Sarà anche vero che la sinistra non ha capito la gente, che è lontana dalla realtà, come negarlo. Ma anche i grandi giornali non scherzano. Per esempio: dopo gli acuti strali lanciati dalla grande stampa contro la pubblicazione in rete dei redditi 2005 degli italiani, pare che i lettori non siano così scandalizzati. Populismo di sinistra, tuonano gli editoriali. E anche: gogna! E pure: violazione della privacy! Tutti più o meno d’accordo nel dire che quei dati non dovevano esser messi in rete (salvo naturalmente pubblicarne a dozzine e centinaia). Ma poi, guarda tu come va il mondo, gli stessi giornali chiedono ai loro lettori: è giusto pubblicarli in rete? Risultati: l’84 per cento dei lettori di Repubblica dice sì. Il 54 e passa per cento dei lettori del Corriere dice sì. E’ abbastanza per sostenere che hanno perso il contatto coi loro lettori? La faccenda è piuttosto strabiliante. Ma non la faccenda dei redditi, che alla fine è una cosuccia veniale che spiega poco e nulla sul Paese.
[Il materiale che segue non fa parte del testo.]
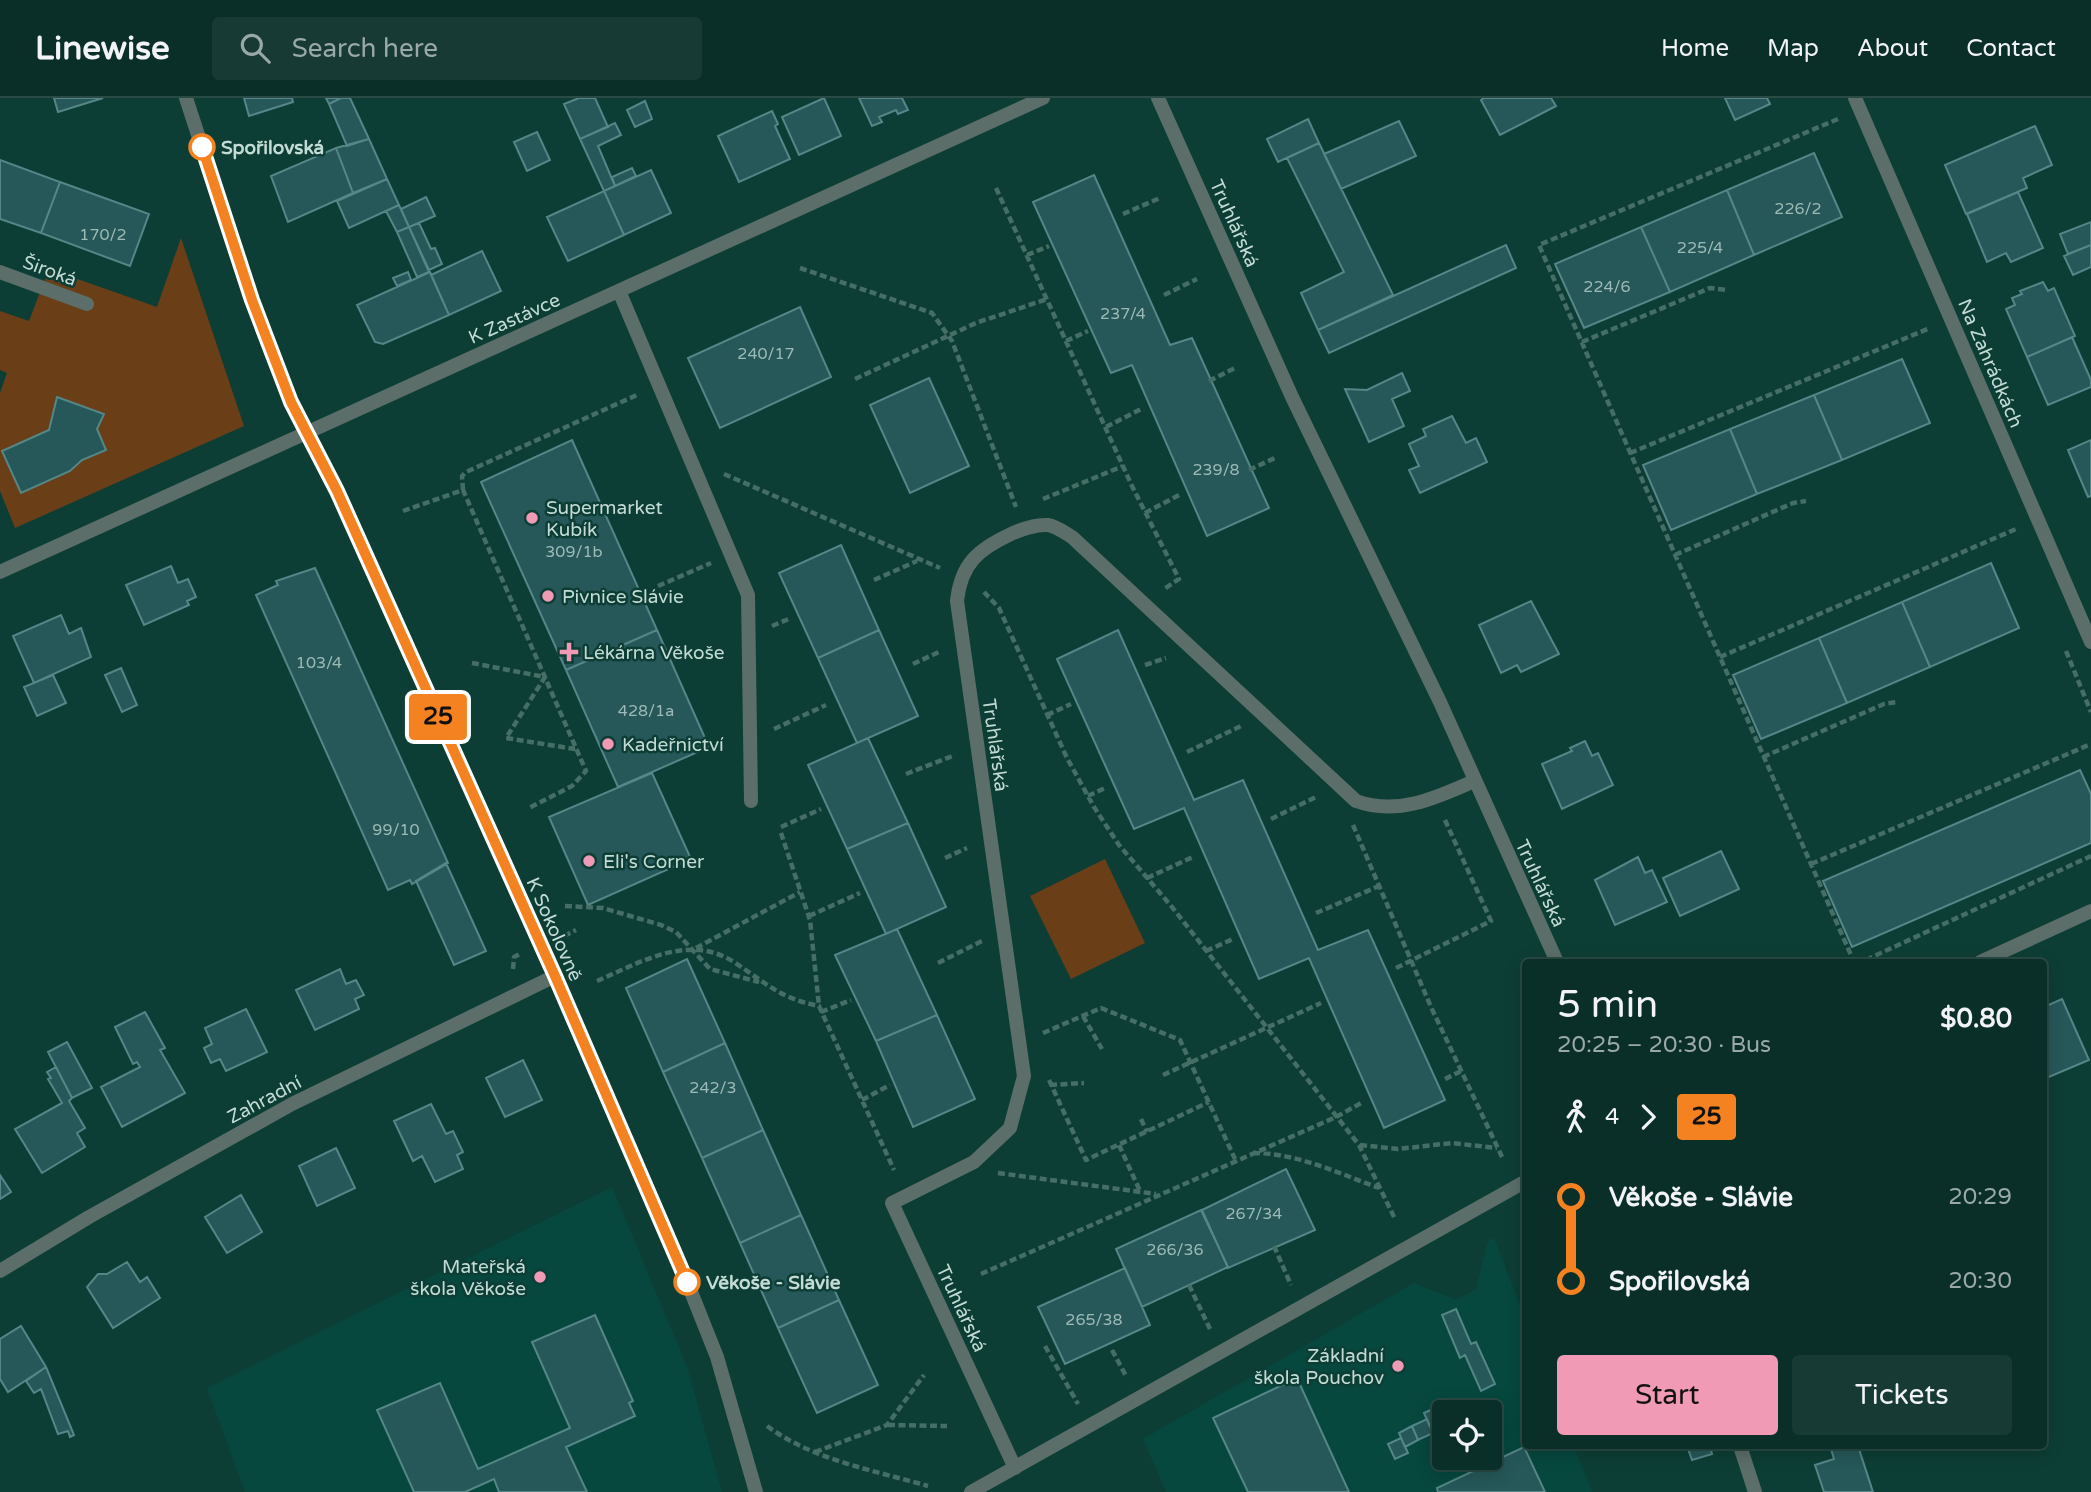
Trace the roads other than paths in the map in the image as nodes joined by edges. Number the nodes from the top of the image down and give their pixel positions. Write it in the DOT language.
graph roads {
  1 [pos="186,98"];
  2 [pos="1158,98"];
  3 [pos="1855,98"];
  4 [pos="1038,99"];
  5 [pos="0,272"];
  6 [pos="619,291"];
  7 [pos="87,304"];
  8 [pos="306,433"];
  9 [pos="0,572"];
  10 [pos="2091,642"];
  11 [pos="1474,781"];
  12 [pos="751,801"];
  13 [pos="2091,911"];
  14 [pos="1556,959"];
  15 [pos="1987,959"];
  16 [pos="555,976"];
  17 [pos="1522,1183"];
  18 [pos="0,1271"];
  19 [pos="1741,1449"];
  20 [pos="1014,1468"];
  21 [pos="756,1492"];
  22 [pos="971,1492"];
  23 [pos="1755,1492"];
  1 -- 8 [label="street"];
  2 -- 11 [label="street, Truhlářská"];
  3 -- 10 [label="street, Na Zahrádkách"];
  4 -- 6 [label="street, K Zastávce"];
  5 -- 7 [label="street, Široká"];
  6 -- 8 [label="street, K Zastávce"];
  6 -- 12 [label="street"];
  8 -- 9 [label="street, K Zastávce"];
  8 -- 16 [label="street, K Sokolovně"];
  11 -- 14 [label="street, Truhlářská"];
  11 -- 20 [label="street, Truhlářská"];
  13 -- 15 [label="street"];
  16 -- 18 [label="street, Zahradní"];
  16 -- 21 [label="street, K Sokolovně"];
  17 -- 20 [label="street"];
  19 -- 23 [label="street"];
  20 -- 22 [label="street"];
}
Ciò che strabilia è che ci siano costantemente informazioni in libertà vigilata. Beppe Grillo riempie una piazza, un blog, arringa e infiamma centinaia di migliaia di persone. E’ un fatto pubblico. Ma se una trasmissione tivù riprende le sue parole (diritto di cronaca) apriti cielo: era una faccenda pubblica, ma perché renderla “troppo” pubblica? I redditi degli italiani sono pubblici, ce lo ripetono come un mantra proprio quelli contrari alla pubblicazione, ma così, dicono, sono “troppo” pubblici. Maledizione, eccoci al cospetto di una parola elastica, per cui una cosa è teoricamente nota a tutti, ma se lo diventa davvero scattano infiniti problemi, dalla privacy all’opportunità, dall’istigazione all’invidia sociale, fino all’istigazione al sequestro di persona, come se la mafia avesse bisogno dei redditi pubblicati su internet. Alla fine, resta la sensazione di vivere in un posto in cui c’è una specie di libertà vigilata. Tutto libero, ma non troppo, tutto pubblico, ma non troppo. Tutto trasparente, ma non troppo. Tutto un po’ stupido. Un po’ troppo.

14 commenti »

14 Commenti a “Voi siete qui – Tutto libero, ma non troppo”
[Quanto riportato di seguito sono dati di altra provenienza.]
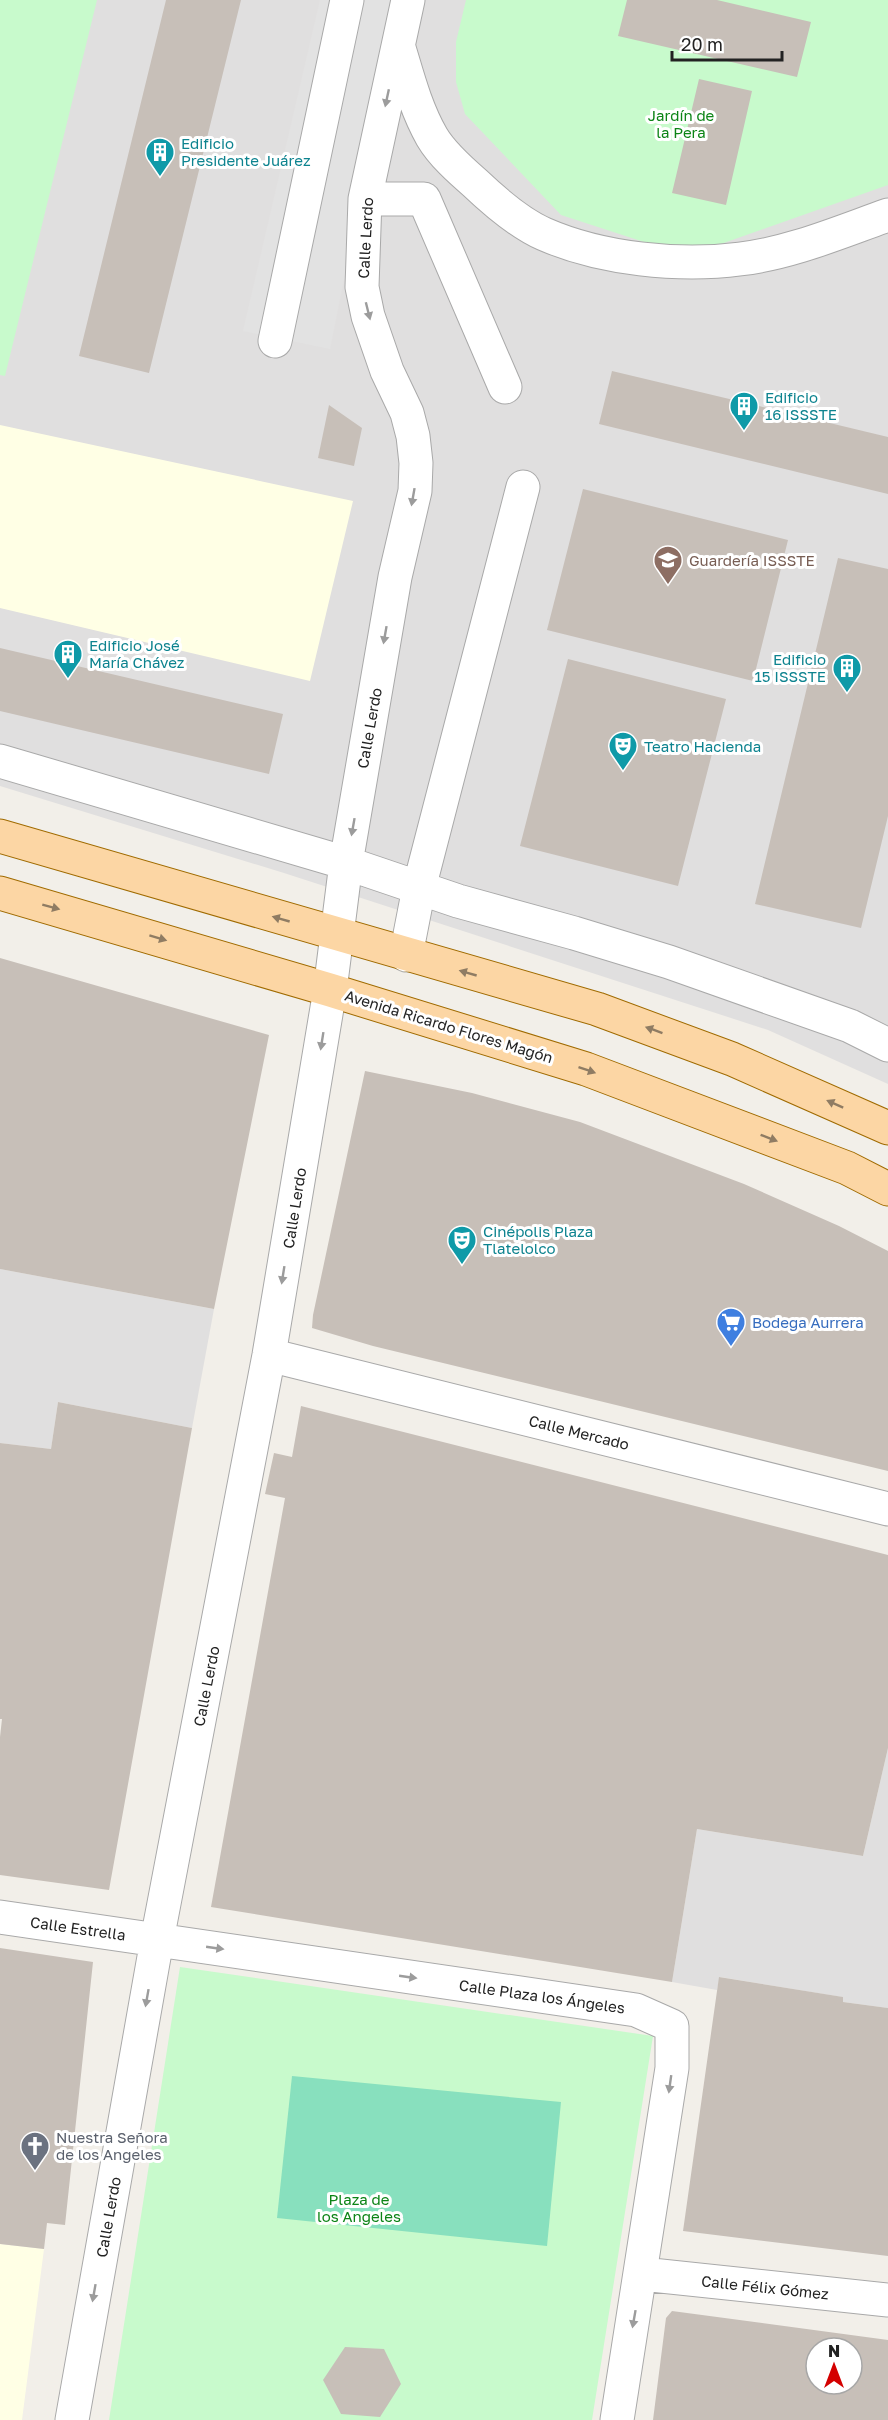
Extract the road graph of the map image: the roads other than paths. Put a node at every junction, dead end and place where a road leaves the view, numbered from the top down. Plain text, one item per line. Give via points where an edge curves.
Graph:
1 (347, 0) edge
2 (408, 0) edge
3 (398, 43) junction
4 (365, 199) junction
5 (888, 215) edge
6 (275, 341) dead end
7 (505, 387) dead end
8 (523, 487) dead end
9 (0, 761) edge
10 (0, 836) edge
11 (346, 863) junction
12 (419, 888) junction
13 (0, 893) edge
14 (338, 936) junction
15 (406, 955) junction
16 (330, 990) junction
17 (888, 1045) edge
18 (888, 1128) edge
19 (888, 1189) edge
20 (269, 1355) junction
21 (888, 1509) edge
22 (0, 1917) edge
23 (157, 1940) junction
24 (642, 2274) junction
25 (888, 2300) edge
26 (72, 2420) edge
27 (617, 2420) edge

1 - 6 street
2 - 3 street, Calle Lerdo
3 -> 4 street, Calle Lerdo
3 - 5 street via 416,104 433,139 456,166 508,211 542,233 577,246 679,262 742,259
4 - 7 street via 424,199
4 -> 11 street, Calle Lerdo via 362,287 387,371 407,413 416,463 415,490 395,577
8 - 12 street
9 - 11 street
14 -> 10 main road
11 - 12 street
11 - 14 street, Calle Lerdo
12 - 15 street
12 - 17 street via 669,962 850,1026
13 -> 16 main road, Avenida Ricardo Flores Magón
14 - 15 main road
14 - 16 street, Calle Lerdo
18 -> 15 main road via 732,1059 597,1009
16 -> 19 main road, Avenida Ricardo Flores Magón via 586,1069 847,1168
16 -> 20 street, Calle Lerdo
20 - 21 street, Calle Mercado
20 - 23 street, Calle Lerdo
22 - 23 street, Calle Estrella
23 -> 24 street, Calle Plaza los Ángeles via 636,2010 672,2026 672,2068
23 -> 26 street, Calle Lerdo
24 - 25 street, Calle Félix Gómez
24 -> 27 street, Calle Plaza los Ángeles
  1. Perché non posso verificare se i guadagni dichiarati dal mio dentista sono coerenti con le sue esosissime parcelle? O scoprire se il mio padrone di casa paga effettivamente le tasse sull’affitto che gli corrispondo ogni mese (e che equivale a uno stipendio medio)? Misteri italiani.

    da Paola   - domenica, 4 maggio 2008 alle 11:29

  2. si persegue quella ‘fantasmagorica’ regola secondo la quale, quando fa comodo una cosa, la si sbandiera ai quattro venti:” succede nelle democrazie più avanzate!” e giù a fare analisi sociologiche fino a far emergere, una volta di più, quel patetico tentativo di liberarsi da quel giogo fastidiosissimo chiamato provincialismo.
    insomma si vorrebbe da una parte poterci arrivare, a far parte del gotha delle grandi democrazie occidentali, il fatto è che quando i ‘vizi’ superano di molto le virtù, finiscono per consolidare e caratterizzare la cultura di un paese. esistono sicuramente processi storici di minore o maggiore emancipazione da questi, oggi siamo ai minimi storici.
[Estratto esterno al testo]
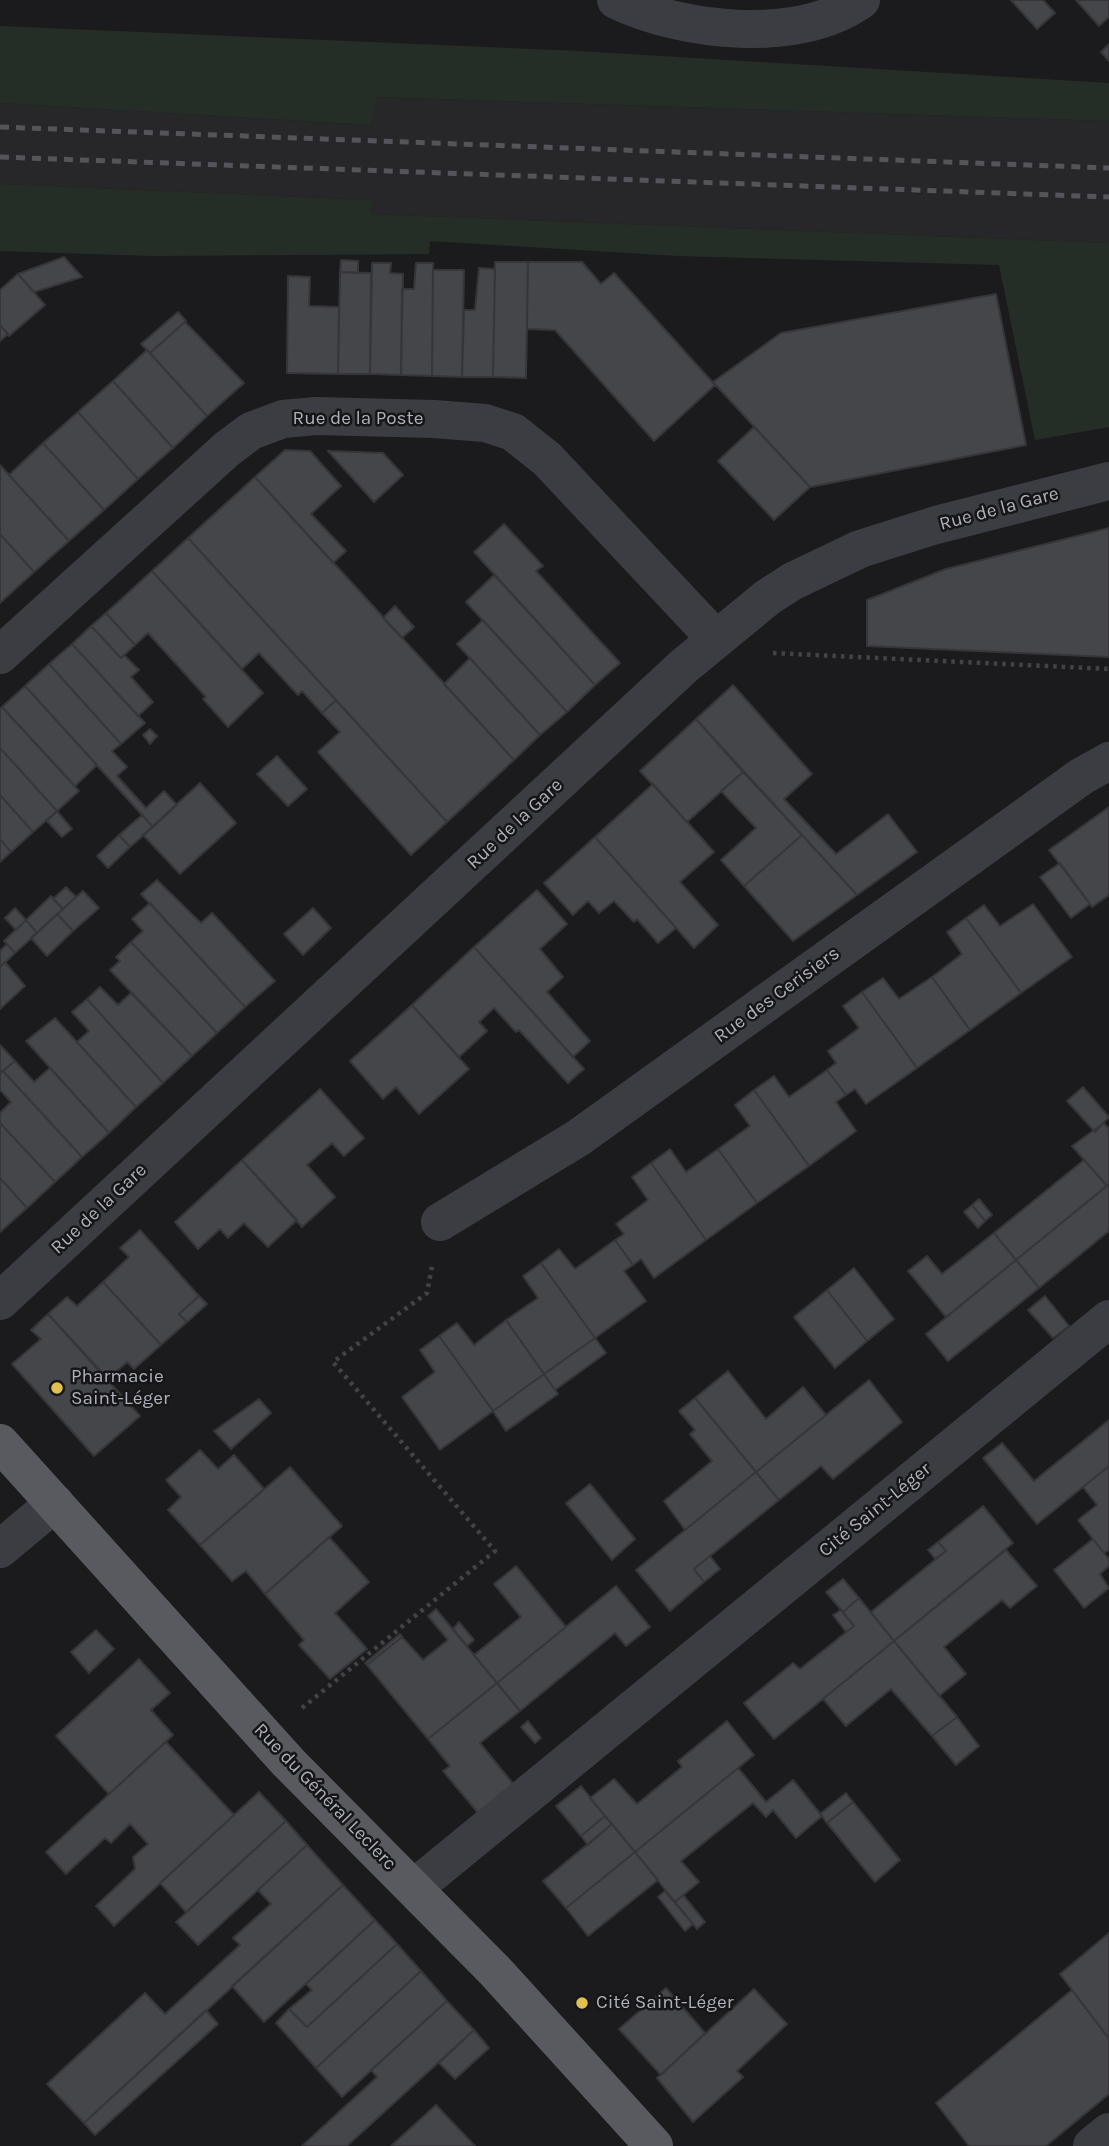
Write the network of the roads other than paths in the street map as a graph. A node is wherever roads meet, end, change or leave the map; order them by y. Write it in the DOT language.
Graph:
graph roads {
  1 [pos="616,0"];
  2 [pos="862,0"];
  3 [pos="1109,481"];
  4 [pos="709,644"];
  5 [pos="0,654"];
  6 [pos="1109,761"];
  7 [pos="440,1222"];
  8 [pos="0,1301"];
  9 [pos="1109,1319"];
  10 [pos="0,1443"];
  11 [pos="55,1503"];
  12 [pos="0,1549"];
  13 [pos="414,1888"];
  14 [pos="1109,2133"];
  15 [pos="654,2146"];
  16 [pos="1092,2146"];
  1 -- 2 [label="street"];
  3 -- 4 [label="street, Rue de la Gare"];
  4 -- 5 [label="street, Rue de la Poste"];
  4 -- 8 [label="street, Rue de la Gare"];
  6 -- 7 [label="street, Rue des Cerisiers"];
  9 -- 13 [label="street, Cité Saint-Léger"];
  10 -- 11 [label="main road, Rue du Général Leclerc"];
  11 -- 12 [label="street"];
  11 -- 13 [label="main road, Rue du Général Leclerc"];
  13 -- 15 [label="main road, Rue du Général Leclerc"];
  14 -- 16 [label="street"];
}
    da daniele   - domenica, 4 maggio 2008 alle 11:37

  3. La giornata della libera informazione. Mi viene da ridere. Ora ci risiamo con Santoro, con la sua faziosa trasmissione che si azzarda ad informare che c’è un tizio che gira per l’Italia, raduna milioni di persone nelle piazze, raccoglie milioni di firme… I giornali ne possono parlare, ma la TV no. Guarda un po’!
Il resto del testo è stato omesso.